-- Records supplied follows --

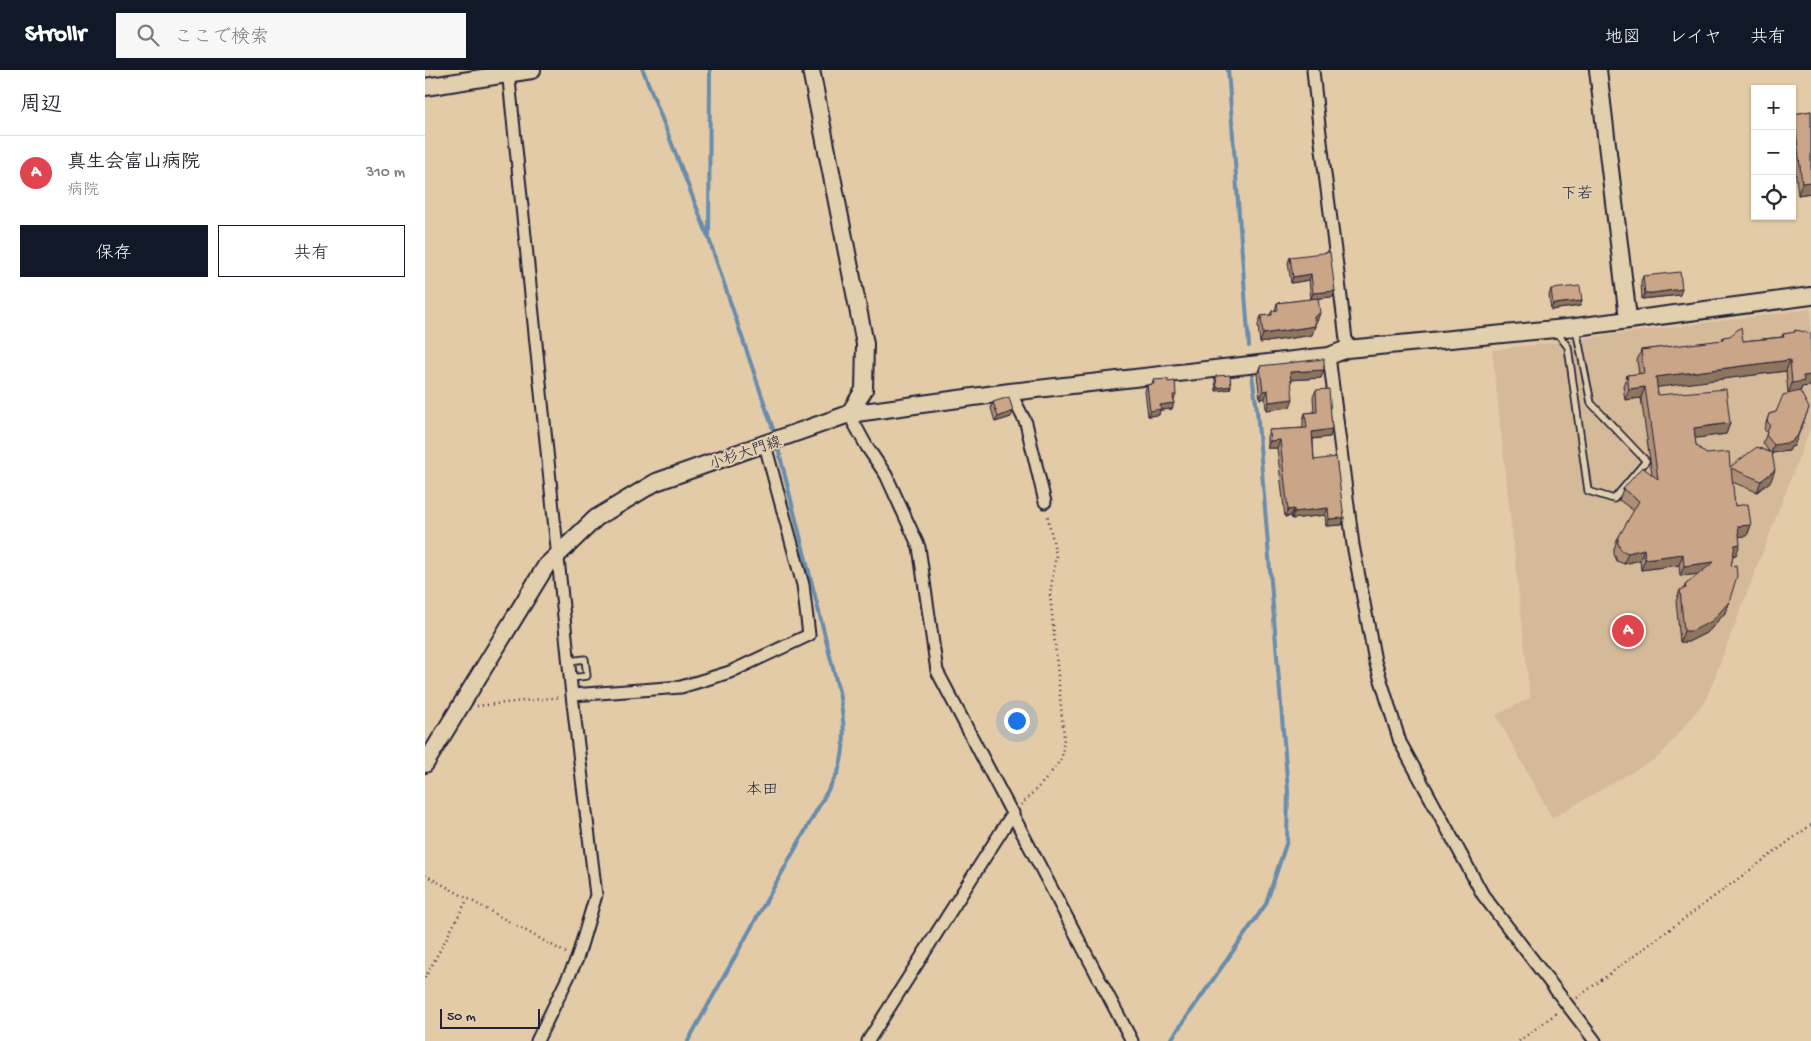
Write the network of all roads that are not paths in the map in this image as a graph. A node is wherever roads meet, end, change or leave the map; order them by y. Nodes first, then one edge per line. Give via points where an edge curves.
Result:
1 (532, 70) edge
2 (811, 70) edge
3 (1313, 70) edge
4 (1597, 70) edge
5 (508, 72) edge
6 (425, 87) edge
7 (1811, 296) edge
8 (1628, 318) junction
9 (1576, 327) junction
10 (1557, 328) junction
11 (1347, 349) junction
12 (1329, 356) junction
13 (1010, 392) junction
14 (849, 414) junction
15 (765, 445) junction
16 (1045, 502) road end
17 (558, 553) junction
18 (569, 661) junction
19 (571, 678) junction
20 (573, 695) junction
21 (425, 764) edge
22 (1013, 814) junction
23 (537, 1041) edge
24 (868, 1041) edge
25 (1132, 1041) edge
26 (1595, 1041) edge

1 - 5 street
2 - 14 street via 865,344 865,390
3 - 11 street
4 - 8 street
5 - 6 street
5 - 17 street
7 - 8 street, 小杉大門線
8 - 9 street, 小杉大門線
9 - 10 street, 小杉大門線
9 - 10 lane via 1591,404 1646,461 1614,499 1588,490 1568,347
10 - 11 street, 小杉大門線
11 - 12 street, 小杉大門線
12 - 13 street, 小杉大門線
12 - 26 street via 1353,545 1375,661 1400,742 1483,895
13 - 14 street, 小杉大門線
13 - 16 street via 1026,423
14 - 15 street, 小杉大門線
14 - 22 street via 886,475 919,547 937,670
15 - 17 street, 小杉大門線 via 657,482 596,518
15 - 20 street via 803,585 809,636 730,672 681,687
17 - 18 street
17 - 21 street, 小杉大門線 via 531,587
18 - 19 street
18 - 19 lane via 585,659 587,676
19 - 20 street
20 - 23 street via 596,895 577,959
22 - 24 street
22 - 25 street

-- Records supplied concluded --

- What the task requires
The whole listing above must be duplicated word for word, apart from its pictures.

- Exercise answer
Write the network of all roads that are not paths in the map in this image as a graph. A node is wherever roads meet, end, change or leave the map; order them by y. Nodes first, then one edge per line. Give via points where an edge curves.
Result:
1 (532, 70) edge
2 (811, 70) edge
3 (1313, 70) edge
4 (1597, 70) edge
5 (508, 72) edge
6 (425, 87) edge
7 (1811, 296) edge
8 (1628, 318) junction
9 (1576, 327) junction
10 (1557, 328) junction
11 (1347, 349) junction
12 (1329, 356) junction
13 (1010, 392) junction
14 (849, 414) junction
15 (765, 445) junction
16 (1045, 502) road end
17 (558, 553) junction
18 (569, 661) junction
19 (571, 678) junction
20 (573, 695) junction
21 (425, 764) edge
22 (1013, 814) junction
23 (537, 1041) edge
24 (868, 1041) edge
25 (1132, 1041) edge
26 (1595, 1041) edge

1 - 5 street
2 - 14 street via 865,344 865,390
3 - 11 street
4 - 8 street
5 - 6 street
5 - 17 street
7 - 8 street, 小杉大門線
8 - 9 street, 小杉大門線
9 - 10 street, 小杉大門線
9 - 10 lane via 1591,404 1646,461 1614,499 1588,490 1568,347
10 - 11 street, 小杉大門線
11 - 12 street, 小杉大門線
12 - 13 street, 小杉大門線
12 - 26 street via 1353,545 1375,661 1400,742 1483,895
13 - 14 street, 小杉大門線
13 - 16 street via 1026,423
14 - 15 street, 小杉大門線
14 - 22 street via 886,475 919,547 937,670
15 - 17 street, 小杉大門線 via 657,482 596,518
15 - 20 street via 803,585 809,636 730,672 681,687
17 - 18 street
17 - 21 street, 小杉大門線 via 531,587
18 - 19 street
18 - 19 lane via 585,659 587,676
19 - 20 street
20 - 23 street via 596,895 577,959
22 - 24 street
22 - 25 street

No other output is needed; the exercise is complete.